Less than four months ago Kris entered my life for fostering, until adopted. (See One of Those Weeks.)
This new-to-me animal was a declawed, 12-year-old cat who bit, hissed, wouldn’t drink from a bowl (only the water from a bathtub faucet for him) or permit touching. Once he finally started eating, it was only kitty junk food. This did not bode well for adoption. Still, three weeks later determined to see him adopted before I became attached, I took him to be shown.
“He’s beautiful,” all the volunteers said. He was. (And is.) It was also obvious he was unhappy. As I sat there unable to leave, I discovered it was already too late. I couldn’t let anyone adopt him. After some discussion amongst the volunteers for a new name, three out of the four of us said, in unison, “Einstein.” Einstein it was.
I like to pretend that having saved him from the gallows (as I was recently informed) I have the upper hand in our relationship. That may be a stretch.
The bathtub faucet is not left running, however anytime someone takes a shower, Einstein jumps on the bathtub rim, walks between the shower curtain and liner, positions himself so he can lean across to lap up the water dripping out of the faucet. Since he goes to such lengths to drink, I let him. That’s probably a draw.
So he has access to “running” water, the fountain a friend gifted Einstein is kept on the kitchen floor. Who am I to keep a cat from his gift? He wins that round.
If you’ve never read the ingredients in regular cat food, brace yourself, you may be shocked. It took a bit of doing, but no more junk kitty food for Einstein. Now it’s high-end, good-for-him, gluten-free cat food. I won that round.

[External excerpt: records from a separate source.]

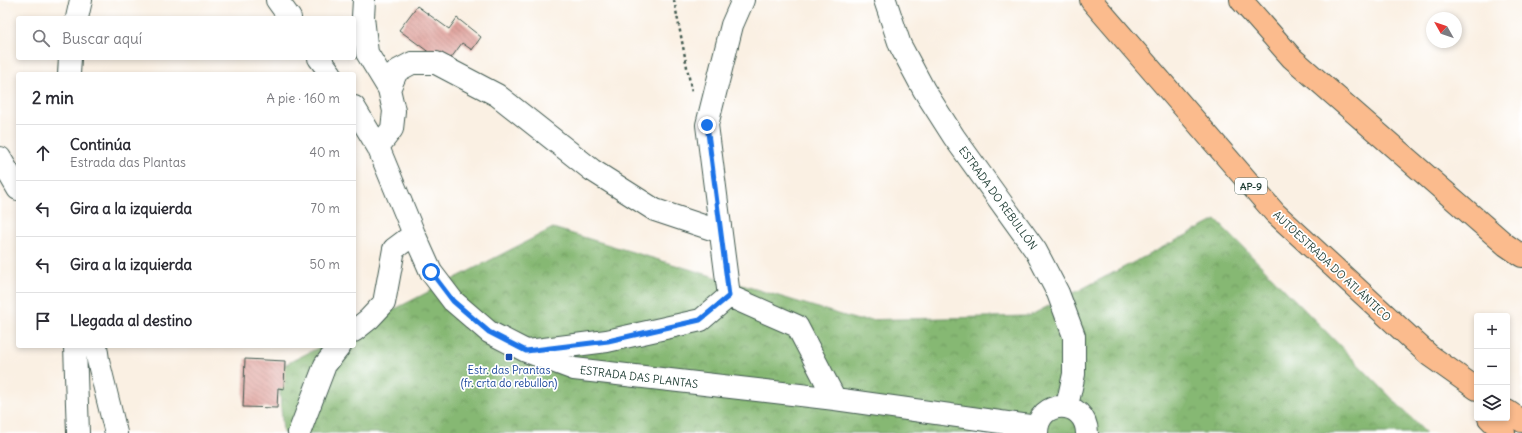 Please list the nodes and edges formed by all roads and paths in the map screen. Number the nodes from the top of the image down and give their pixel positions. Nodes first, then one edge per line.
1 (81, 0) edge
2 (277, 0) edge
3 (364, 0) edge
4 (674, 0) edge
5 (743, 0) edge
6 (885, 0) edge
7 (1091, 0) edge
8 (1241, 0) edge
9 (77, 16) edge
10 (289, 16) edge
11 (70, 60) edge
12 (320, 60) edge
13 (69, 72) edge
14 (330, 72) edge
15 (389, 89) junction
16 (356, 110) edge
17 (707, 125) junction
18 (378, 147) junction
19 (0, 158) edge
20 (16, 186) edge
21 (720, 229) junction
22 (414, 234) junction
23 (1522, 256) edge
24 (729, 296) junction
25 (356, 329) edge
26 (75, 348) edge
27 (96, 348) edge
28 (338, 348) edge
29 (526, 351) junction
30 (1429, 355) junction
31 (1474, 387) edge
32 (835, 399) junction
33 (1474, 402) edge
34 (1067, 406) junction
35 (1510, 413) edge
36 (1492, 421) edge
37 (1522, 421) edge
38 (1037, 430) edge
39 (78, 433) edge
40 (116, 433) edge
41 (299, 433) edge
42 (1087, 433) edge
43 (1504, 433) edge

1 - 9 street
2 - 10 street
3 - 15 street
4 - 17 path
5 - 17 street
6 - 34 street, ESTRADA DO REBULLÓN
7 - 30 highway, AUTOESTRADA DO ATLÁNTICO / AP-9
8 - 23 highway
11 - 13 street
12 - 14 street
15 - 18 street
15 - 21 street
16 - 18 street, ESTRADA DAS PLANTAS
17 - 21 street
18 - 22 street, ESTRADA DAS PLANTAS
19 - 20 street
21 - 24 street
22 - 25 street
22 - 29 street, ESTRADA DAS PLANTAS
24 - 29 street
24 - 32 street
26 - 39 street
27 - 40 street
28 - 41 street
29 - 32 street, ESTRADA DAS PLANTAS
30 - 31 highway, AUTOESTRADA DO ATLÁNTICO / AP-9
30 - 33 highway
32 - 38 street, ESTRADA DAS PLANTAS
34 - 38 street
34 - 42 street
35 - 37 highway
36 - 43 highway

The cat who wouldn’t be touched is a chest cat. He wants you horizontal so he can climb on your chest and get in your face. He “insists” (by head butting until you comply) you rub and pet him. Soon as he’s had his fill, he jumps off, and you’re free to move again. Yes it’s on his time, but the purring and petting is so soothing…what do you think? A draw?
Einstein’s a talker. When he decides he has what to say, you better hold him for the duration of the conversation. He meows. You respond, “Oh really?” He meows again. You say, “And then what happened?” He meows his reply. When he’s meowed his piece he leaves. As I prefer my cats seen but not heard, he wins that round.

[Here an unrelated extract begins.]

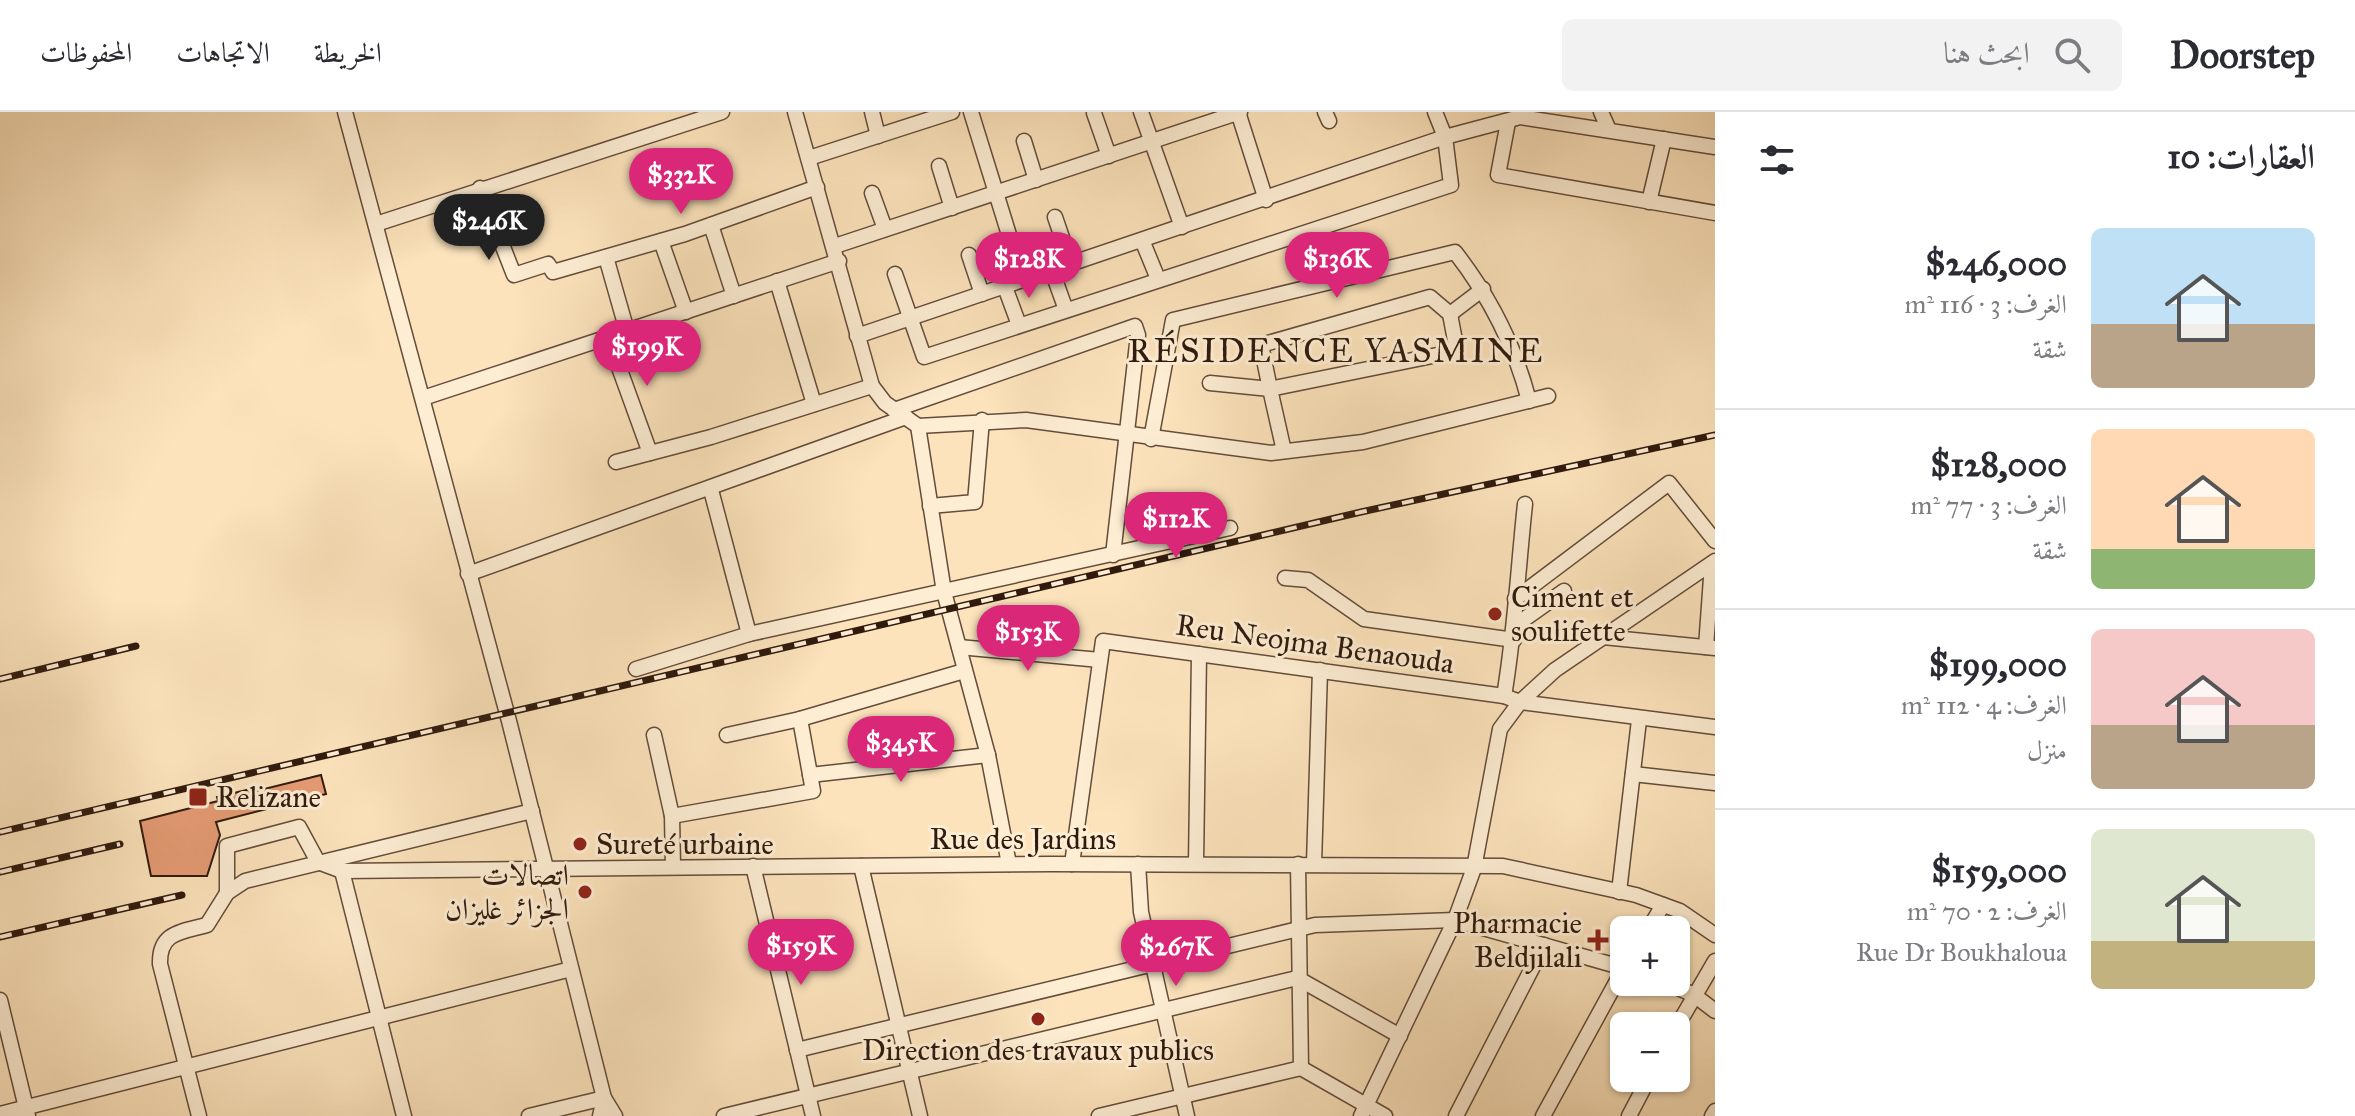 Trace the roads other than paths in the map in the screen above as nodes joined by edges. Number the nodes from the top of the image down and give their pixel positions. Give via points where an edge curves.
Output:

He refused to eat or drink from plastic dishes. I bought him glass. He won that round.
In the end it doesn’t matter who has the upper hand (or paw). Sometimes a smile, a touch, a kind word, or the offer of a quiet place to rest can make the difference between life and death. The only thing I had to offer a very frightened, traumatized cat was the latter, never imagining the difference such a small thing would make in both our lives.